Copy out each record below, exactly as given.

== Available data ==

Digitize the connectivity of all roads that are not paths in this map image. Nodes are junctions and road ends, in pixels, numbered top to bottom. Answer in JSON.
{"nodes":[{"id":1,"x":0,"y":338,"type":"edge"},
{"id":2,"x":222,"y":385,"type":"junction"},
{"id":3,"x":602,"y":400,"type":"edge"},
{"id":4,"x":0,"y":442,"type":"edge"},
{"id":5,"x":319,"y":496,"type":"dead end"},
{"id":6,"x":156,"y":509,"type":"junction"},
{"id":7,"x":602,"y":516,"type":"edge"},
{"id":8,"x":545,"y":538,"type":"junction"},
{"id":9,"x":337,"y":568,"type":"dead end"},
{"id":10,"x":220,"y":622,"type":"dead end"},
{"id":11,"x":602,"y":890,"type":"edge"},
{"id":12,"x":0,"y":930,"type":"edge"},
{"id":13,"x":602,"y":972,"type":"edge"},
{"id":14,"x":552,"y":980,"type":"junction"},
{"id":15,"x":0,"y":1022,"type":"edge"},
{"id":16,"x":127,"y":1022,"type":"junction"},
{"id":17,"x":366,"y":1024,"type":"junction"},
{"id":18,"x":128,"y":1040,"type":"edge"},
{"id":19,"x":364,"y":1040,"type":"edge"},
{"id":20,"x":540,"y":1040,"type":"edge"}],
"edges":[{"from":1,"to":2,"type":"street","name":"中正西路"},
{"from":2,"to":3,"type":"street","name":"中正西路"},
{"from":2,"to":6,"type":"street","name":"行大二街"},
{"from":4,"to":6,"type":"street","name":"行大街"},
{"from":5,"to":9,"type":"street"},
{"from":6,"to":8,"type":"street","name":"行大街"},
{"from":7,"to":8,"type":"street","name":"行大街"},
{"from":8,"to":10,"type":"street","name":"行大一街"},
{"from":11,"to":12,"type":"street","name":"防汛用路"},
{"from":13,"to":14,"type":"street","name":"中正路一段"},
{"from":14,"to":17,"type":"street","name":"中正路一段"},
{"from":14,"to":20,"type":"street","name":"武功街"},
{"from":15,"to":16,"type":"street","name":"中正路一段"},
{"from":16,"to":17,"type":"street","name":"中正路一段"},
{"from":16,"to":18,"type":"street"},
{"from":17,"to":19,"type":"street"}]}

===

* [Response area]
Digitize the connectivity of all roads that are not paths in this map image. Nodes are junctions and road ends, in pixels, numbered top to bottom. Answer in JSON.
{"nodes":[{"id":1,"x":0,"y":338,"type":"edge"},
{"id":2,"x":222,"y":385,"type":"junction"},
{"id":3,"x":602,"y":400,"type":"edge"},
{"id":4,"x":0,"y":442,"type":"edge"},
{"id":5,"x":319,"y":496,"type":"dead end"},
{"id":6,"x":156,"y":509,"type":"junction"},
{"id":7,"x":602,"y":516,"type":"edge"},
{"id":8,"x":545,"y":538,"type":"junction"},
{"id":9,"x":337,"y":568,"type":"dead end"},
{"id":10,"x":220,"y":622,"type":"dead end"},
{"id":11,"x":602,"y":890,"type":"edge"},
{"id":12,"x":0,"y":930,"type":"edge"},
{"id":13,"x":602,"y":972,"type":"edge"},
{"id":14,"x":552,"y":980,"type":"junction"},
{"id":15,"x":0,"y":1022,"type":"edge"},
{"id":16,"x":127,"y":1022,"type":"junction"},
{"id":17,"x":366,"y":1024,"type":"junction"},
{"id":18,"x":128,"y":1040,"type":"edge"},
{"id":19,"x":364,"y":1040,"type":"edge"},
{"id":20,"x":540,"y":1040,"type":"edge"}],
"edges":[{"from":1,"to":2,"type":"street","name":"中正西路"},
{"from":2,"to":3,"type":"street","name":"中正西路"},
{"from":2,"to":6,"type":"street","name":"行大二街"},
{"from":4,"to":6,"type":"street","name":"行大街"},
{"from":5,"to":9,"type":"street"},
{"from":6,"to":8,"type":"street","name":"行大街"},
{"from":7,"to":8,"type":"street","name":"行大街"},
{"from":8,"to":10,"type":"street","name":"行大一街"},
{"from":11,"to":12,"type":"street","name":"防汛用路"},
{"from":13,"to":14,"type":"street","name":"中正路一段"},
{"from":14,"to":17,"type":"street","name":"中正路一段"},
{"from":14,"to":20,"type":"street","name":"武功街"},
{"from":15,"to":16,"type":"street","name":"中正路一段"},
{"from":16,"to":17,"type":"street","name":"中正路一段"},
{"from":16,"to":18,"type":"street"},
{"from":17,"to":19,"type":"street"}]}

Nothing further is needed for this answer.